**Work task**
Restate each entry below exactly; pictures stay out of the copy.

**Material for the task**
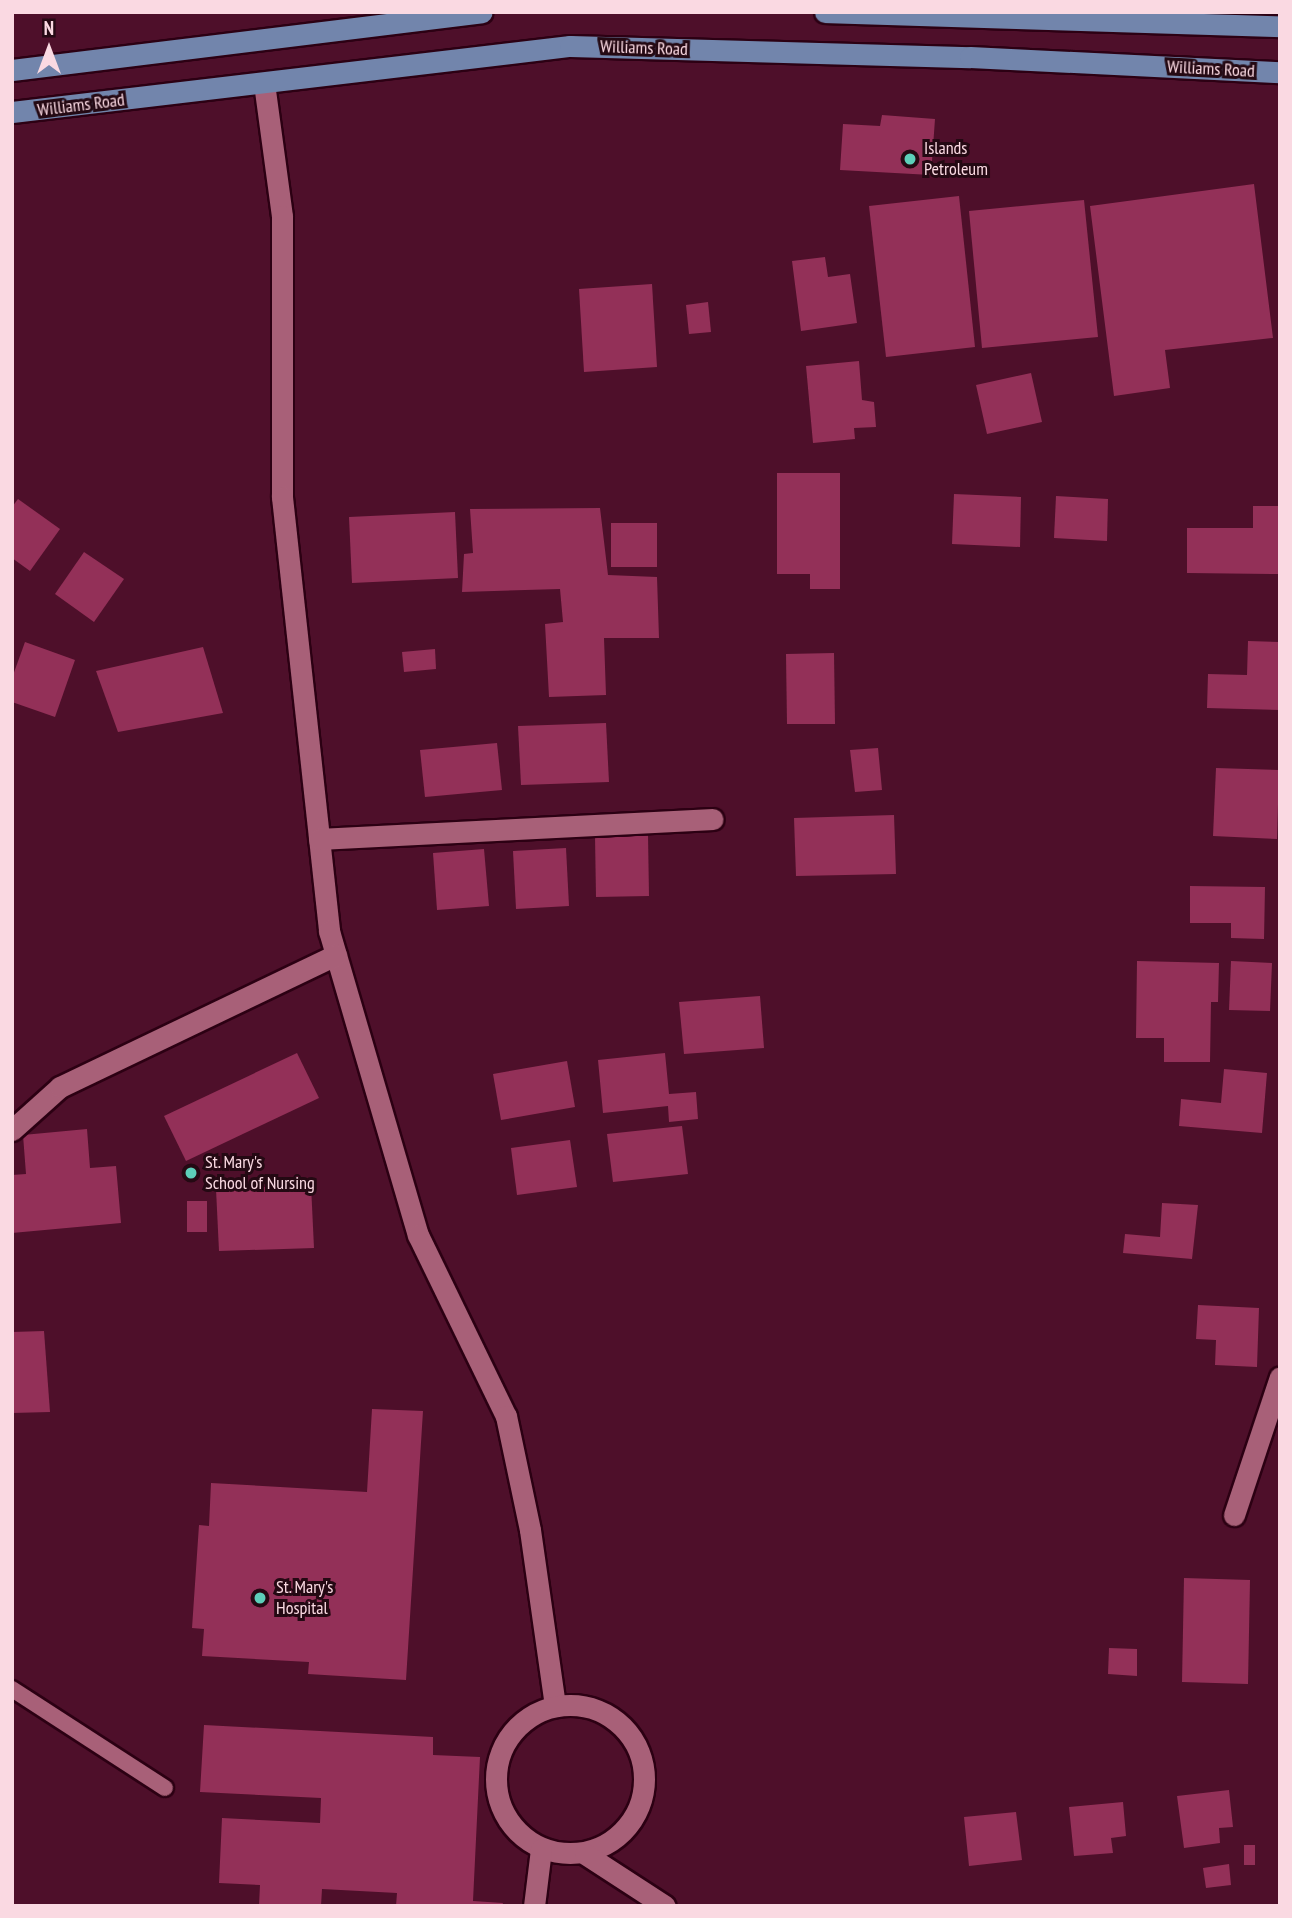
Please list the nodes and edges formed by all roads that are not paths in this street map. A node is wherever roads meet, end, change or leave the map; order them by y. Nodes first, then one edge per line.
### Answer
1 (481, 12) edge
2 (825, 12) edge
3 (1280, 26) edge
4 (12, 70) edge
5 (1280, 72) edge
6 (264, 83) junction
7 (12, 112) edge
8 (712, 819) dead end
9 (319, 839) junction
10 (336, 955) junction
11 (12, 1130) edge
12 (1280, 1377) edge
13 (1234, 1515) dead end
14 (12, 1689) edge
15 (555, 1705) junction
16 (164, 1788) dead end
17 (541, 1849) junction
18 (585, 1854) junction
19 (534, 1906) edge
20 (665, 1906) edge

1 - 4 main road
2 - 3 main road
5 - 6 main road, Williams Road
6 - 7 main road, Williams Road
6 - 9 street
8 - 9 street
9 - 10 street
10 - 11 street
10 - 15 street
12 - 13 street
14 - 16 lane
15 - 17 street
15 - 18 street
17 - 18 street
17 - 19 street
18 - 20 street

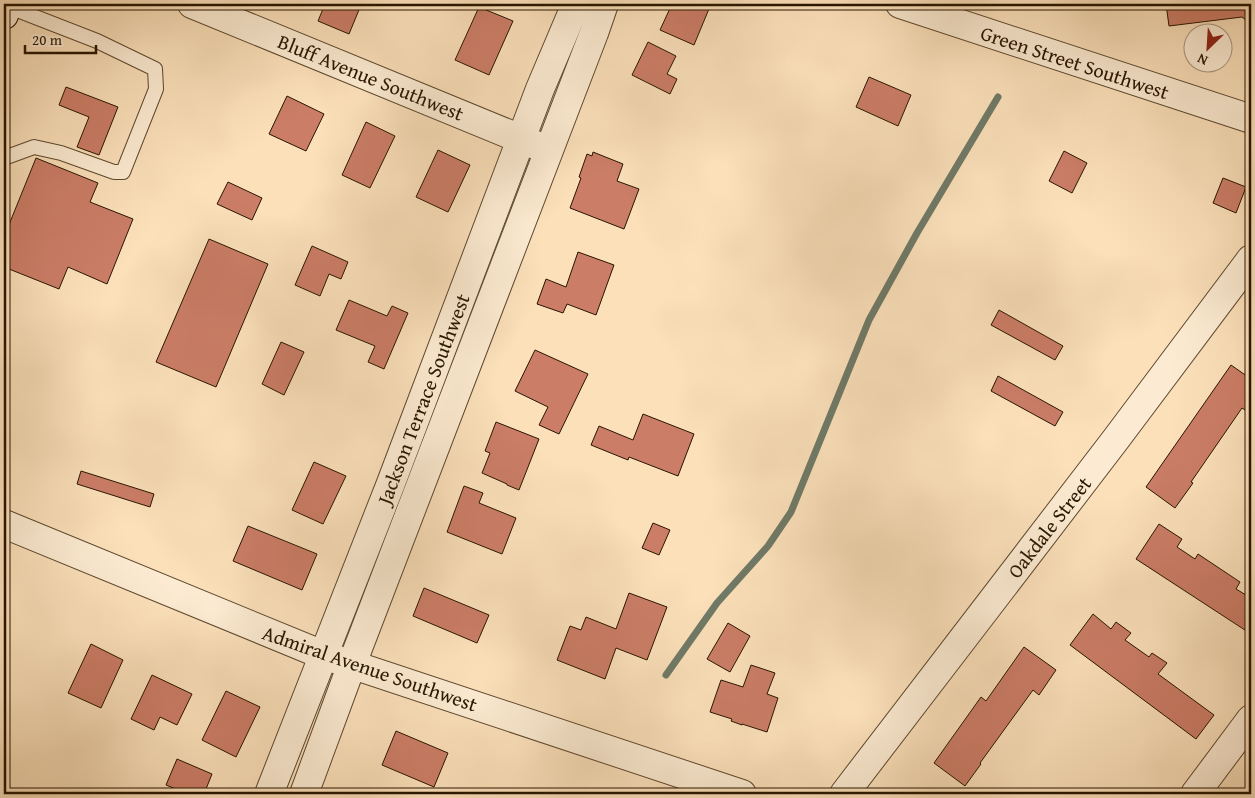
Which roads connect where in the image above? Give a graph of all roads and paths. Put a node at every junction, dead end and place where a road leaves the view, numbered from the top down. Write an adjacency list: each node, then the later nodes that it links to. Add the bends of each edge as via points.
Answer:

**Task response**
Please list the nodes and edges formed by all roads that are not paths in this street map. A node is wherever roads meet, end, change or leave the map; order them by y. Nodes first, then one edge per line.
### Answer
1 (481, 12) edge
2 (825, 12) edge
3 (1280, 26) edge
4 (12, 70) edge
5 (1280, 72) edge
6 (264, 83) junction
7 (12, 112) edge
8 (712, 819) dead end
9 (319, 839) junction
10 (336, 955) junction
11 (12, 1130) edge
12 (1280, 1377) edge
13 (1234, 1515) dead end
14 (12, 1689) edge
15 (555, 1705) junction
16 (164, 1788) dead end
17 (541, 1849) junction
18 (585, 1854) junction
19 (534, 1906) edge
20 (665, 1906) edge

1 - 4 main road
2 - 3 main road
5 - 6 main road, Williams Road
6 - 7 main road, Williams Road
6 - 9 street
8 - 9 street
9 - 10 street
10 - 11 street
10 - 15 street
12 - 13 street
14 - 16 lane
15 - 17 street
15 - 18 street
17 - 18 street
17 - 19 street
18 - 20 street

Which roads connect where in the image above? Give a graph of all roads and paths. Put a node at every junction, dead end and place where a road leaves the view, numbered from the top down. Write an adjacency list: each node, then the later nodes that it links to. Add the bends of each edge as via points.
Answer:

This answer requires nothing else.